**Your task:**
The answer is a single figure: how many lines below contain the word "where".

[Records supplied Boundary: Start]

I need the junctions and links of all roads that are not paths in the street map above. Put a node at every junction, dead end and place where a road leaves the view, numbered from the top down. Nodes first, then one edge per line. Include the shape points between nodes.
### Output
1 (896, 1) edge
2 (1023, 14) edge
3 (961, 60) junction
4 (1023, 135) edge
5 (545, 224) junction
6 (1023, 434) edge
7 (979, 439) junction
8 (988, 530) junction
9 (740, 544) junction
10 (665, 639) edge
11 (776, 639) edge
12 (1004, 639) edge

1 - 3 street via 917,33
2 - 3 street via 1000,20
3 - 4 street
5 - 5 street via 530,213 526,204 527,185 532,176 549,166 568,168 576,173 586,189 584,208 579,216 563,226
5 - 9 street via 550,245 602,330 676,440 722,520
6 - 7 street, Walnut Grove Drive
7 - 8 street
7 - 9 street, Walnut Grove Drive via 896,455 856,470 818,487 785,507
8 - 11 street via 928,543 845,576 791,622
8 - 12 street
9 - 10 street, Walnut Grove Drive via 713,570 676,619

[Records supplied Boundary: End]
[Records supplied Boundary: Start]

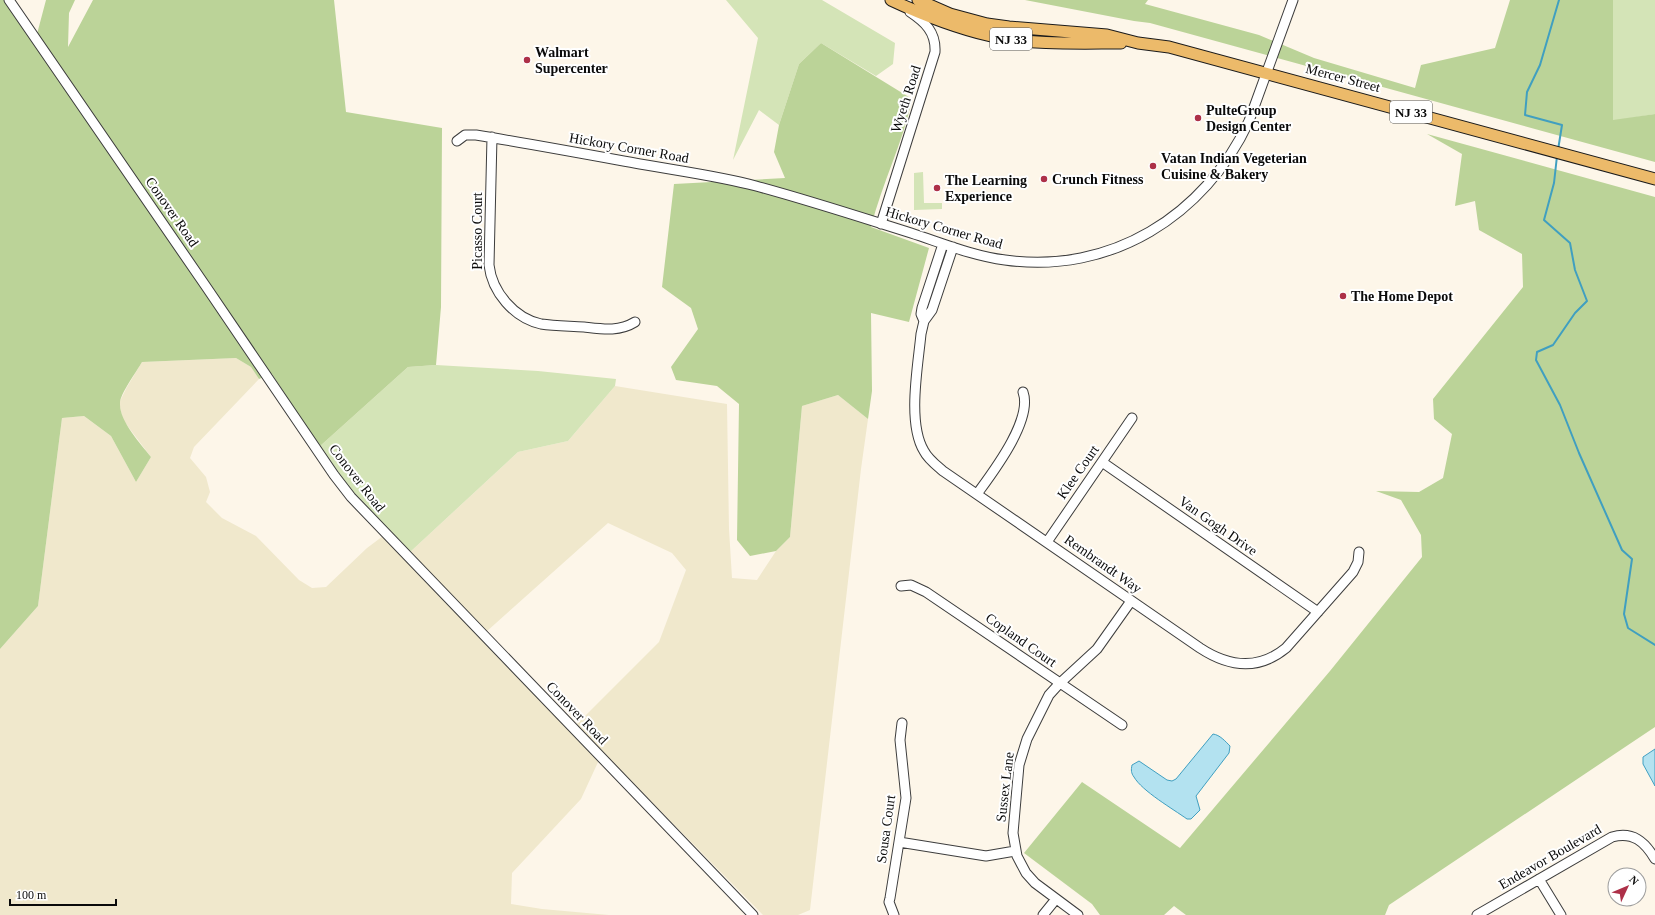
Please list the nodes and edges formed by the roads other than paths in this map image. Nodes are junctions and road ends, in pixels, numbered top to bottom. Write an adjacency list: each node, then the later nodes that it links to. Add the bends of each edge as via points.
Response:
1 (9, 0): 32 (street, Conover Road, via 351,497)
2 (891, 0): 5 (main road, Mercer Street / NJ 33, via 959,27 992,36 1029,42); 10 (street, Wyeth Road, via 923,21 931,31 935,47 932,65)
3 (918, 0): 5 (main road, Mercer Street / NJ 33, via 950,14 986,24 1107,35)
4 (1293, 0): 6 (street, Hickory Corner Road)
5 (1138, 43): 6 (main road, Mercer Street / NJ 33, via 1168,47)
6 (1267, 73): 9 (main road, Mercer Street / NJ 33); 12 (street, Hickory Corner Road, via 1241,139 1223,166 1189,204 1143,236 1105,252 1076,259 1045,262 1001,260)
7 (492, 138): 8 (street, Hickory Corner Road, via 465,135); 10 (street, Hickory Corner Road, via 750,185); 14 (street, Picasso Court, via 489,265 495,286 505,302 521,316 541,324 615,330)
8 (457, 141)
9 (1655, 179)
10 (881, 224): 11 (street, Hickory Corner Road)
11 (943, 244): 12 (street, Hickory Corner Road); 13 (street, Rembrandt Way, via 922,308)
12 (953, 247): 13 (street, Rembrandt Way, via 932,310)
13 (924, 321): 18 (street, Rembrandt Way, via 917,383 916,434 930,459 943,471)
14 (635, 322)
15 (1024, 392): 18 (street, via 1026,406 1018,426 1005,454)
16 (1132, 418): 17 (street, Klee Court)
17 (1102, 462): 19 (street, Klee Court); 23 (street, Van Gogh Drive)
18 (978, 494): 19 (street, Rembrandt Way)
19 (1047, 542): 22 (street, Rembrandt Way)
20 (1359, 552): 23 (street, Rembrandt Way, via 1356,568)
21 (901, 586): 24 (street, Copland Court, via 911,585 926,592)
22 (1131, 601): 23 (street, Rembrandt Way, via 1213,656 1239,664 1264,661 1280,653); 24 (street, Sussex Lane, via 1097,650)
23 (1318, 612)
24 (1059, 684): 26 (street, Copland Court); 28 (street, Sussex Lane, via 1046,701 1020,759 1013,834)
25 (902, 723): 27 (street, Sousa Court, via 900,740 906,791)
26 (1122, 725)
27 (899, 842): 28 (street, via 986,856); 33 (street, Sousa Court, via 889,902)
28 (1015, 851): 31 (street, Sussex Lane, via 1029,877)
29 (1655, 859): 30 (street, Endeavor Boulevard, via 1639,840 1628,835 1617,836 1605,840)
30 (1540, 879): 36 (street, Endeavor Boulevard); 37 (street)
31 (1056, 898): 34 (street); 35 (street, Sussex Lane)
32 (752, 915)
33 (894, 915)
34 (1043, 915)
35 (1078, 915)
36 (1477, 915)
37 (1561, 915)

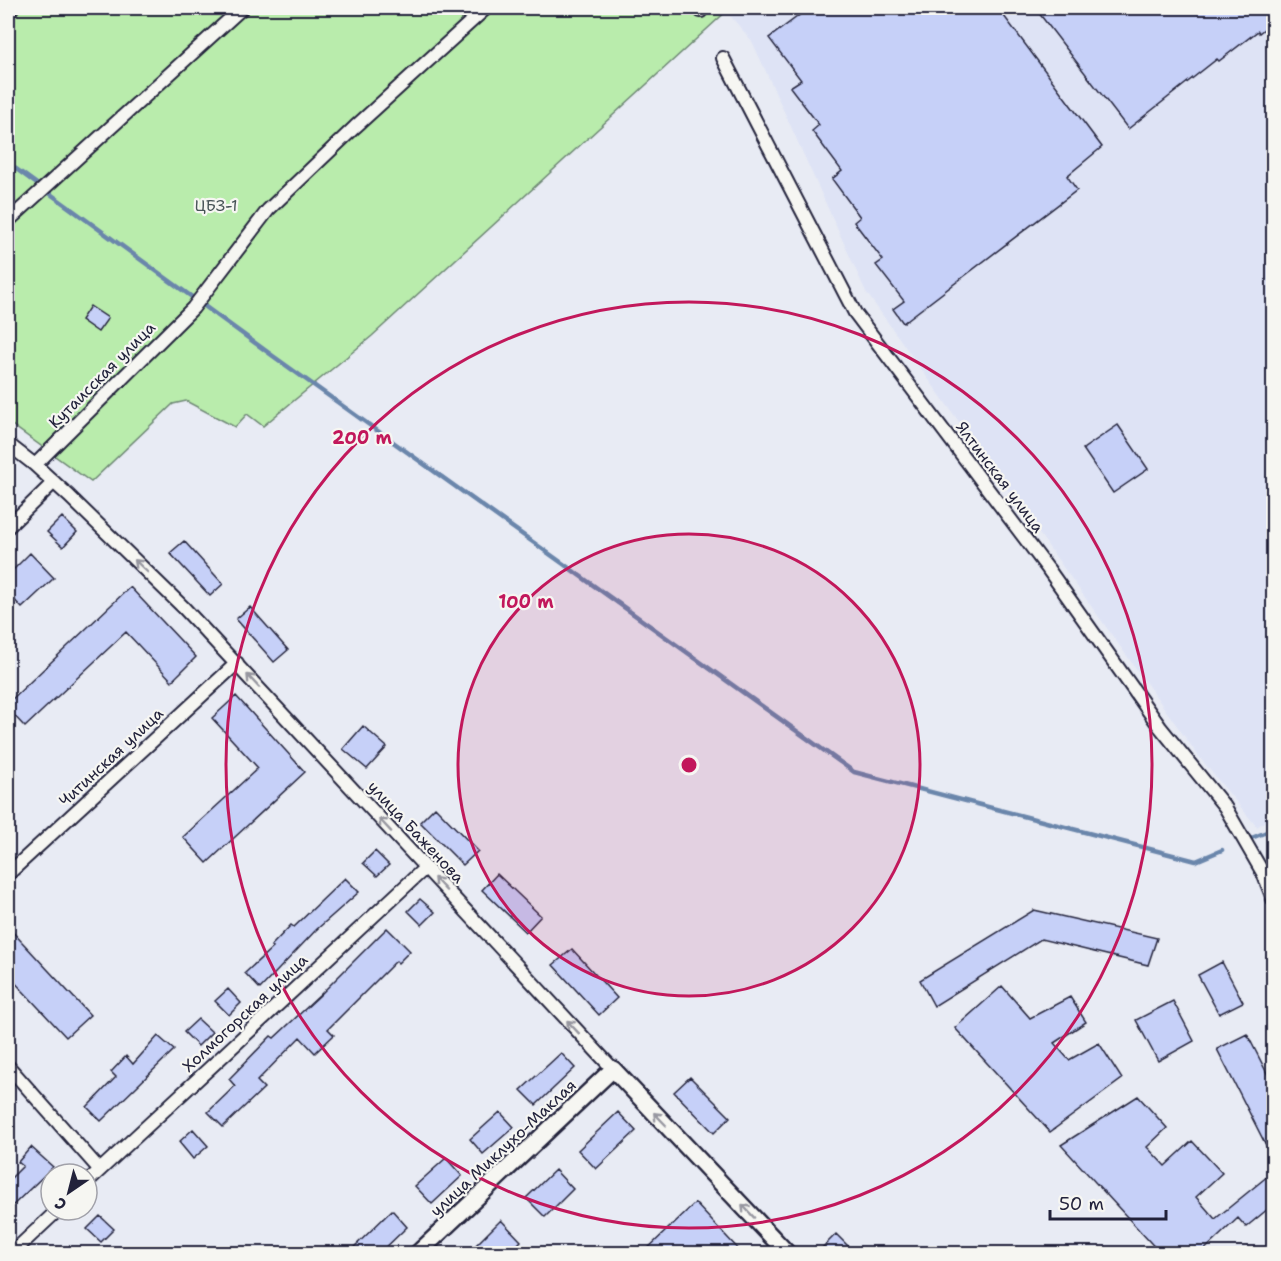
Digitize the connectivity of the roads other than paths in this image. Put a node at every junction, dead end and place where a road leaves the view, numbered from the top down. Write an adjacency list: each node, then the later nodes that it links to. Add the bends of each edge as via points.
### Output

[Records supplied Boundary: End]
[Records supplied Boundary: Start]

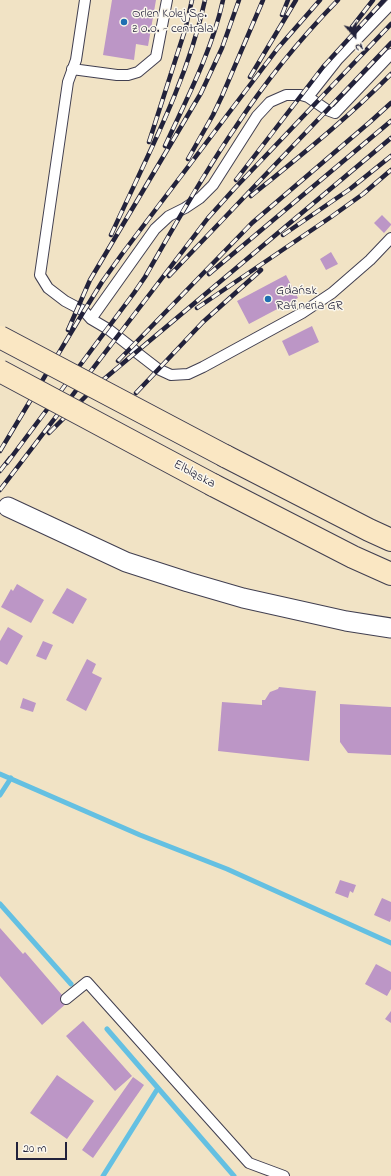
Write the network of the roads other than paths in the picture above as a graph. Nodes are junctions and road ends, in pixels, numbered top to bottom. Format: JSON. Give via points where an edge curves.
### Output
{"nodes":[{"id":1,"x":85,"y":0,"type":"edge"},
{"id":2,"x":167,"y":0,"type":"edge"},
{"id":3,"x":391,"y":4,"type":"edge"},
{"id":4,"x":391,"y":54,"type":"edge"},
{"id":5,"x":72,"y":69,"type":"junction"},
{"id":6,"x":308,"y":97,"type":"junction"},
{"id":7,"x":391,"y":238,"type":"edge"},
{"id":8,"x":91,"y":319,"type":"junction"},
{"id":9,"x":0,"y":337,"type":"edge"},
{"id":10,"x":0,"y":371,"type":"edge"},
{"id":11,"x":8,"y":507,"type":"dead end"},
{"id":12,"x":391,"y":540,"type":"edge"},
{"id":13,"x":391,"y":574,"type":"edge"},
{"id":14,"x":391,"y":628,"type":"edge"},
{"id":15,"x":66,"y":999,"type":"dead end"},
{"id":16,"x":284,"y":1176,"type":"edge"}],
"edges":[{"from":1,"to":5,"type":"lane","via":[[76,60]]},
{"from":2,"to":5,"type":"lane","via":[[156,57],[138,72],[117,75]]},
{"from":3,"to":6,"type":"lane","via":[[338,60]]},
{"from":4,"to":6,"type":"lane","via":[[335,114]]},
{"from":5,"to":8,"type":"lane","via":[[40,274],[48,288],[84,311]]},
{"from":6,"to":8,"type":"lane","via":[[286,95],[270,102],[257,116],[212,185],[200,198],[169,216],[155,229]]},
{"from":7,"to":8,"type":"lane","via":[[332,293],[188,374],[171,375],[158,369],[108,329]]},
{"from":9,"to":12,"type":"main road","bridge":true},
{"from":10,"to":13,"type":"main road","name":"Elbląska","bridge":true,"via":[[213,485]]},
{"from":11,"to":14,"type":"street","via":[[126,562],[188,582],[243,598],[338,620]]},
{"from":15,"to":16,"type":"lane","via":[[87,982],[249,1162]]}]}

[Records supplied Boundary: End]

**Expected output:**
3